The legendary coach, who died in 1991, was notorious for keeping anyone and everyone off the football field, making sure no one put as much as one foot onto the grass.

That was the football team’s home, and after compiling 200 wins during his high school coaching career (which also included stints at Natick and Taunton), it was also Hoague’s home.

“No one stepped on that field during the week,’’ said current Red Raiders football coach Tim Morris, who played for Hoague at Melrose in the ’80s. “He was so protective. He would sit there all day and make sure it stayed empty.’’

Of course, with the unpredictable New England weather, Hoague was also trying to keep the field playable. In what continues to be one of the most prudent issues with a natural playing surface, there’s only so much use it can withstand.

Melrose unveiled its new $4.5 million venue with a bang last Friday night, a 28-2 Middlesex League win over Arlington in front of a standing-room-only crowd of 1,800.

Before the game, a few hundred people were running and jumping all over the turf for a pregame ceremony. The very next day, the boys’ soccer team hosted its first-round tournament game on the same field.

On Sunday, both the junior varsity and middle school football teams played games there.

“Joe Hoague would not be happy,’’ said Melrose athletic director Patricia Ruggiero. “He used to call it his garden. But times have changed. The community can’t afford to exclusively allow only the varsity football team to play on it. Football will remain the priority, but other teams are going to use it a lot.’’

As long as the 16 seniors on this year’s 7-2 varsity squad finally got to play at least one true home game this year, the players don’t care what other teams play on the field.

Even games listed on the schedule as “home’’ this season have put Melrose players on a bus, in a visiting team’s locker room at Reading or Woburn, and playing in front of crowds that, more often than not, had more fans for the opposing team.

But the Red Raiders didn’t seem to care. They put a dreadful 2010 season behind them and started the fall 5-0, including three wins on a neutral site.

“We just go out there and play the best we can wherever we play,’’ said senior Matthew DeSimone. “We just try to do what we can and not let the fans affect us.’’

Heartbreaking losses to Burlington and Wilmington have set Melrose back a bit, but when the Red Raiders ran onto Fred Green Field for the first time, they were like a new team.

The multisport complex is still not finished.
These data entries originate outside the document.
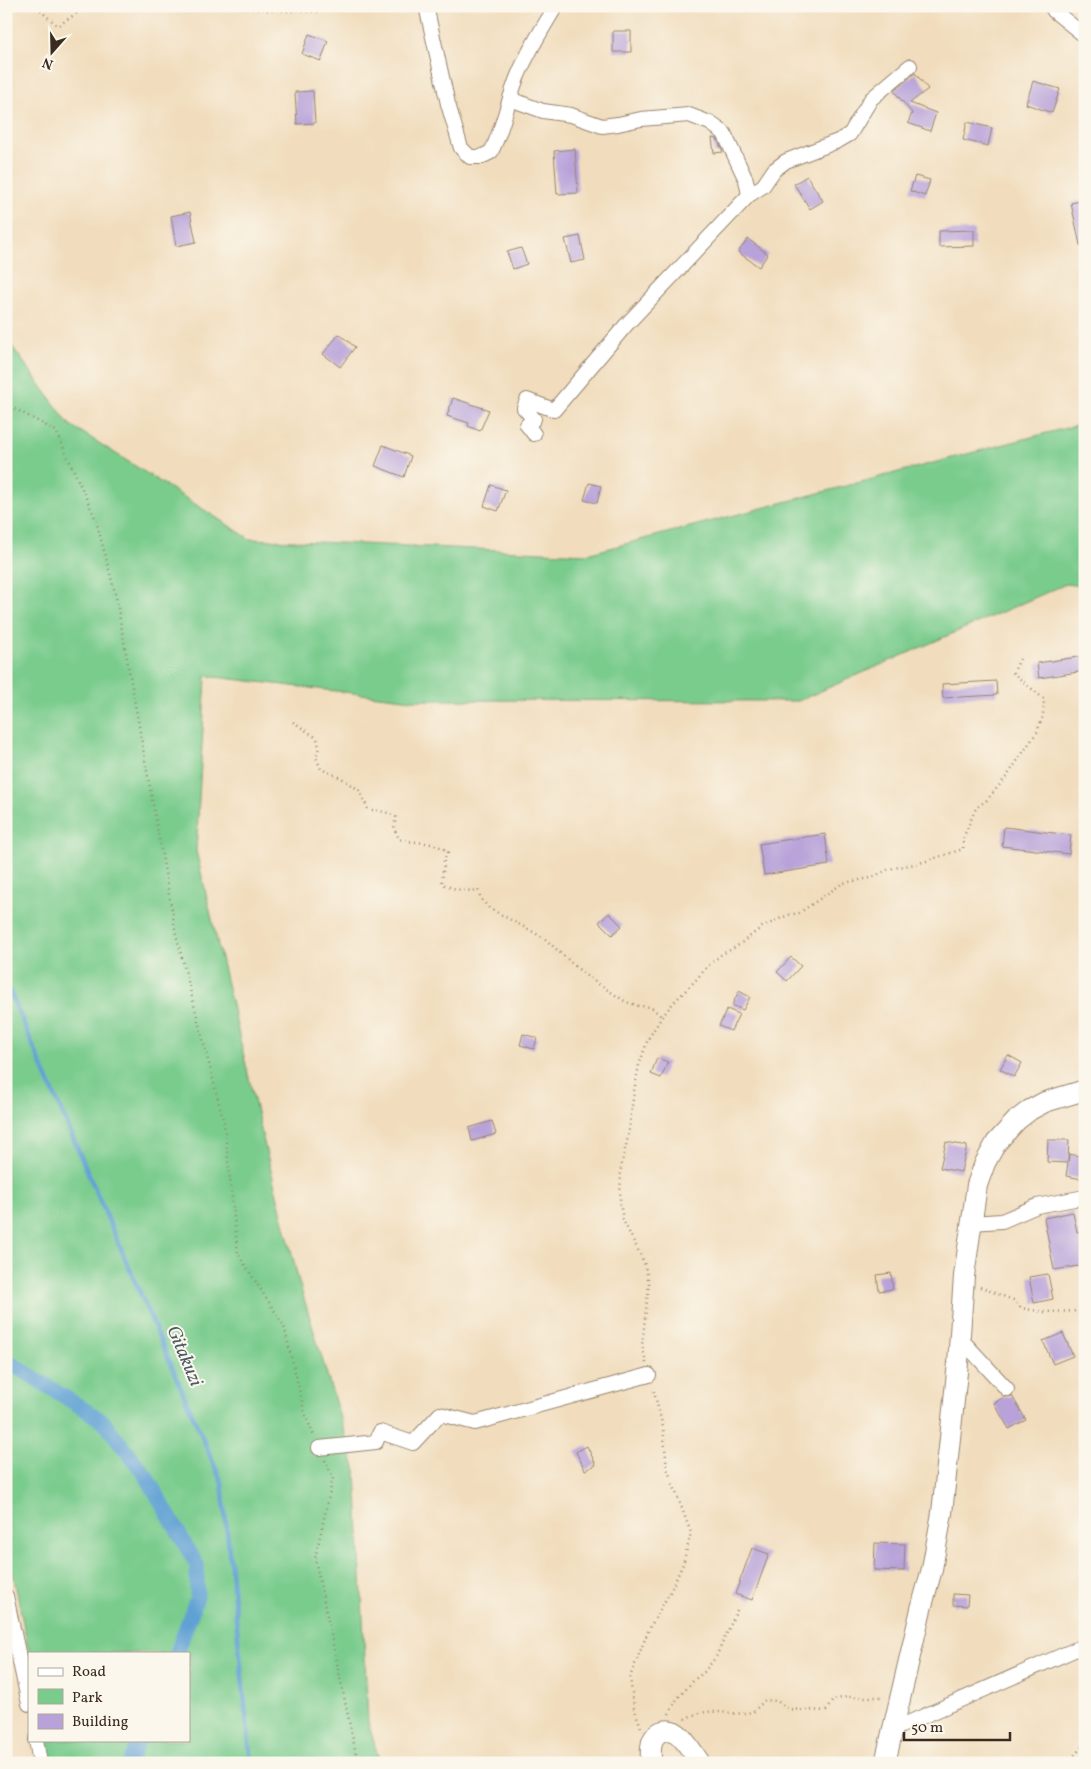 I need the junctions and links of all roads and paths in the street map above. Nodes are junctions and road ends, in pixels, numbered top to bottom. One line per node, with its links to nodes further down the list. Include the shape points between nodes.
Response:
1 (38, 6): 2 (path, via 58,26)
2 (87, 6)
3 (169, 6): 4 (path)
4 (179, 6)
5 (227, 6): 6 (path, via 312,13 327,12)
6 (340, 6)
7 (426, 6): 12 (street, via 448,104 461,148 470,157 481,157 491,152)
8 (556, 6): 12 (street, via 517,78)
9 (1051, 6): 10 (street, via 1054,12)
10 (1085, 36)
11 (910, 66): 13 (street, via 870,99 850,134 786,161 774,170 763,186)
12 (510, 99): 13 (street, via 602,126 689,115 710,123 724,133 746,180)
13 (749, 195): 15 (street, via 626,325 554,410 528,400 524,408 534,419 527,425)
14 (6, 404): 27 (path, via 56,431 96,520 116,597 176,934 224,1123 238,1254 284,1326 305,1414)
15 (534, 434)
16 (1020, 659): 18 (path, via 1012,673 1044,699 1043,716 1017,763 976,808 962,849 889,869 871,878 843,883 799,913 762,927 708,966)
17 (293, 722): 18 (path, via 317,738 316,757 322,769 360,790 368,809 386,811 396,817 394,828 399,838 442,846 448,852 442,883 448,887 478,890 489,908 544,938 585,975 626,1002 651,1007)
18 (662, 1017): 25 (path, via 648,1039 640,1065 621,1167 623,1220 644,1262 648,1283 642,1345)
19 (1085, 1090): 21 (main road, via 1030,1110 996,1143 977,1185)
20 (1085, 1196): 21 (street, via 1037,1206 1002,1221)
21 (971, 1224): 22 (main road)
22 (963, 1286): 23 (path, via 995,1292 1013,1300 1021,1308 1043,1312); 24 (main road)
23 (1085, 1311)
24 (960, 1338): 26 (street); 31 (main road, via 940,1522 932,1569)
25 (649, 1375): 27 (street, via 475,1424 440,1414 413,1443 380,1432 376,1442); 34 (path, via 664,1427 667,1468 691,1533 683,1564 649,1629 630,1678 634,1708 642,1730)
26 (1007, 1389)
27 (319, 1448): 38 (path, via 333,1478 315,1559)
28 (6, 1596): 32 (street)
29 (738, 1608): 34 (path, via 716,1657 670,1710)
30 (1085, 1643): 33 (street)
31 (901, 1691): 33 (main road); 34 (path, via 887,1697 833,1700 826,1712 788,1709 777,1702 764,1700 753,1712 693,1714)
32 (28, 1699)
33 (892, 1730): 41 (main road)
34 (664, 1735): 39 (main road); 40 (main road, via 680,1735)
35 (36, 1742): 37 (street)
36 (1085, 1743): 42 (path)
37 (40, 1763)
38 (358, 1763)
39 (651, 1763)
40 (700, 1763)
41 (886, 1763)
42 (1068, 1763)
The baseball field will be ready in the spring. Fences and construction signs are cluttered in front of the middle school. There was no clear entrance, the concession stand is still under construction, and the toilets were of the portable variety.

But it didn’t matter. Signs lined the fences and fans in red and black squeezed in the bleachers, up along the sidelines, and behind both end zones. Some even stood outside of the gated area and watched from the sidewalk on Tremont Street.

The Red Raiders were 6-2 without a place they could call home. They are 1-0 with one. And on Thanksgiving Day, Melrose will host Wakefield in what DeSimone described as a “Christmas morning-type feeling.’’

“This is what you work for; anyone can tell you that,’’ said cocaptain and running back Spencer Walsh. “We all worked for this. This was something special. This is our turf now. No one is taking it over.’’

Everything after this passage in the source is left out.